**Supplied material:**
/---

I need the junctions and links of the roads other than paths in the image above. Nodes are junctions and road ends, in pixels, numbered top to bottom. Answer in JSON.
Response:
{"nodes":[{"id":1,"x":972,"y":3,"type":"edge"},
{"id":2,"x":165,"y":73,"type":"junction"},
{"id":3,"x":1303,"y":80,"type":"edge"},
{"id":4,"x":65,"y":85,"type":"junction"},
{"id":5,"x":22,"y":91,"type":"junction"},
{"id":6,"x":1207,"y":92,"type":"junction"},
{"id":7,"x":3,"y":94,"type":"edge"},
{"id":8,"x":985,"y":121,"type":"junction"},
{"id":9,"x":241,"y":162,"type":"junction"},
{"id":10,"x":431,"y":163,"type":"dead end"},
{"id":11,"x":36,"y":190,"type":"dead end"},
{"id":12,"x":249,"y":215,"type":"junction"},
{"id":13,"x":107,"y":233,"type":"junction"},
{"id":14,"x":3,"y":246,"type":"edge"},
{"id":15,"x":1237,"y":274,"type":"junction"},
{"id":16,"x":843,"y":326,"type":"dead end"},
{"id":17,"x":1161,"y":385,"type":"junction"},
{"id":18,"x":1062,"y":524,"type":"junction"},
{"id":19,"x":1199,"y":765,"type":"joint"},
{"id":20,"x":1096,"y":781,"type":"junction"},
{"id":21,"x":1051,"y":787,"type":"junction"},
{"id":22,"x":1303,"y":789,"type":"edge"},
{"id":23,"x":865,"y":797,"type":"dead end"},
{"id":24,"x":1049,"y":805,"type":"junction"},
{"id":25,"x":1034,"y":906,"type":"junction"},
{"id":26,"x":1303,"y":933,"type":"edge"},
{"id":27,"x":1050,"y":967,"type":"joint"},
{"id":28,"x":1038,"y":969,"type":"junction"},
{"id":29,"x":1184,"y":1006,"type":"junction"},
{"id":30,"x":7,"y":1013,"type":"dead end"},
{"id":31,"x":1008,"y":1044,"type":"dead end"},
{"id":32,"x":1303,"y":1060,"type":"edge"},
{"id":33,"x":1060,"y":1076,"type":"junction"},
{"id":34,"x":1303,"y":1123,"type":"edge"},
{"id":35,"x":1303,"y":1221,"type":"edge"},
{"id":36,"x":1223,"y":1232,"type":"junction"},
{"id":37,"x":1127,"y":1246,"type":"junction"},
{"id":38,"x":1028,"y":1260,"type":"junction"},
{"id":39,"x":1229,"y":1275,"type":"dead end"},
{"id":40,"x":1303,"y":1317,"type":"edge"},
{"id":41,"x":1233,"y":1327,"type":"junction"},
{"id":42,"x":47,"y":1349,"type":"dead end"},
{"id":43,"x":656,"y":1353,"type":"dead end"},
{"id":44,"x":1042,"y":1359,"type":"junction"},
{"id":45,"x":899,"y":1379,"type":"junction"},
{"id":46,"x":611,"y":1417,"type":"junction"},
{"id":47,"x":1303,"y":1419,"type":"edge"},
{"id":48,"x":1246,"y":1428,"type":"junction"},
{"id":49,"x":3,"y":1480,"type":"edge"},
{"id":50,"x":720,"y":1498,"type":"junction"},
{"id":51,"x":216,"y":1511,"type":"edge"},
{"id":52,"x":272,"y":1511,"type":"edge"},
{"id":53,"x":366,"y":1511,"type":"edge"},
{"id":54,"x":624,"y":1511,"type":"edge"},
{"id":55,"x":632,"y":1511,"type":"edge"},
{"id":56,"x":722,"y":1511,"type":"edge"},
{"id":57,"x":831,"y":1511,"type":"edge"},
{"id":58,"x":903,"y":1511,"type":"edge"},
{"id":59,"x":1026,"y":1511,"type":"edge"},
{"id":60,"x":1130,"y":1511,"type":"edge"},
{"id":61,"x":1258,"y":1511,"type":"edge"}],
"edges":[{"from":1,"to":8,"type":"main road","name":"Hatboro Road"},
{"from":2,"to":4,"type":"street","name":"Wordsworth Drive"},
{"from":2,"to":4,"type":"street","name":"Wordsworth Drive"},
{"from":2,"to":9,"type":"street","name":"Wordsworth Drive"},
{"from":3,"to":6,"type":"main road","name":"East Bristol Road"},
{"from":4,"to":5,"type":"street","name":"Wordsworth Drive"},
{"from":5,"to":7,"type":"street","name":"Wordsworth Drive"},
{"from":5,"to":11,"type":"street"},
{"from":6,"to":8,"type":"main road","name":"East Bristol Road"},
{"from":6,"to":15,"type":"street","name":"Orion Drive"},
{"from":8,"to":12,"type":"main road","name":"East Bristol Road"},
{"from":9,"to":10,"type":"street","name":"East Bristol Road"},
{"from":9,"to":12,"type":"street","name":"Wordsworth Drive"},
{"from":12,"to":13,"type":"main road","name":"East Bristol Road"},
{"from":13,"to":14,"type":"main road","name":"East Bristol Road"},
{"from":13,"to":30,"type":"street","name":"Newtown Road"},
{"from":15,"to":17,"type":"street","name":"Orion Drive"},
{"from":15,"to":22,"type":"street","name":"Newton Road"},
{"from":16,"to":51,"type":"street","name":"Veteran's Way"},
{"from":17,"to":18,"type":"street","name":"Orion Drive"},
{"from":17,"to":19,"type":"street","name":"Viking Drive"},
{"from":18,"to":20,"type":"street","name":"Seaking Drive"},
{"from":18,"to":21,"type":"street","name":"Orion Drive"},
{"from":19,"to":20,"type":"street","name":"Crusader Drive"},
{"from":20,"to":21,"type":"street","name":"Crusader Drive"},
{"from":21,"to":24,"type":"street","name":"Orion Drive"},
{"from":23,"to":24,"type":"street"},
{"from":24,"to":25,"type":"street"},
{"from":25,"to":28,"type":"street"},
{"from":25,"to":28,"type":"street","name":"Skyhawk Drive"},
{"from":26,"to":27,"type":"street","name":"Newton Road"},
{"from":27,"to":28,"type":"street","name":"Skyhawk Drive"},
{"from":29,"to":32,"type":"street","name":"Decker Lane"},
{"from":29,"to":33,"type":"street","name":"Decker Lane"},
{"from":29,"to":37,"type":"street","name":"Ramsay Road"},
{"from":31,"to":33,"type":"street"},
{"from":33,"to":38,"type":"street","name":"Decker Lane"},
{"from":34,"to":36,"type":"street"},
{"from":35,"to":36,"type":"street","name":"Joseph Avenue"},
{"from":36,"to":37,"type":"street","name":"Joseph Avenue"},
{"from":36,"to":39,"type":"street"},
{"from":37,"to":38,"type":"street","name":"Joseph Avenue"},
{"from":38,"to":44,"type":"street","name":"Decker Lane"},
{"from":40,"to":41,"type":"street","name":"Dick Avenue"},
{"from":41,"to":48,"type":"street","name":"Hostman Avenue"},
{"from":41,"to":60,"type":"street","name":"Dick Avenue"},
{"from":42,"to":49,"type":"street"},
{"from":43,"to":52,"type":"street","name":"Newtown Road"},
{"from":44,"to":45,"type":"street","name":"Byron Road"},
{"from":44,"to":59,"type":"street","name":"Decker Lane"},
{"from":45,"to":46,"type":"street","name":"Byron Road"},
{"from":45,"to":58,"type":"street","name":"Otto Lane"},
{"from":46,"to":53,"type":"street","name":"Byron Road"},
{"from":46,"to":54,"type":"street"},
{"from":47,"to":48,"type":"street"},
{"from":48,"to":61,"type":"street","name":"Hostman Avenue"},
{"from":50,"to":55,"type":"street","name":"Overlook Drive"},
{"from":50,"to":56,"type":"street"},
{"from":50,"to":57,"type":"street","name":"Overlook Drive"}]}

\---
/---

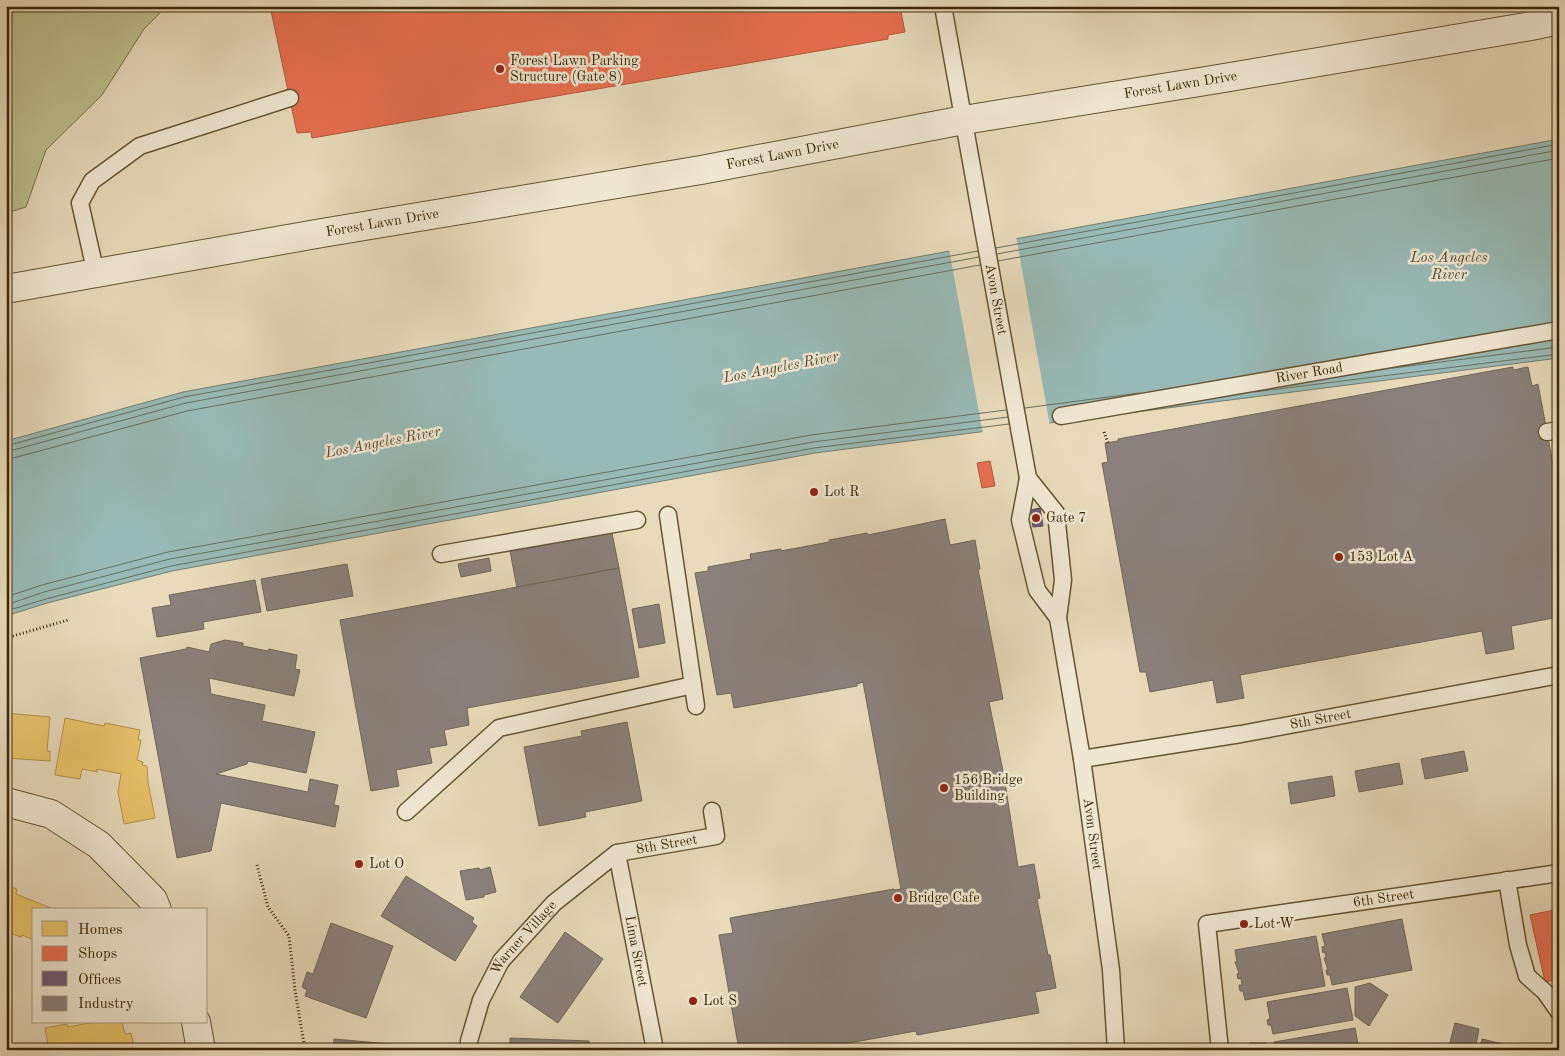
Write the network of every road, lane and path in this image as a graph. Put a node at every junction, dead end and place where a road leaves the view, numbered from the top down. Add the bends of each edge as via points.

\---

**Brief:** If a line in the entries includes the word "numbered", copy that line out.

**Finished exercise:**
I need the junctions and links of the roads other than paths in the image above. Nodes are junctions and road ends, in pixels, numbered top to bottom. Answer in JSON.
Write the network of every road, lane and path in this image as a graph. Put a node at every junction, dead end and place where a road leaves the view, numbered from the top down. Add the bends of each edge as via points.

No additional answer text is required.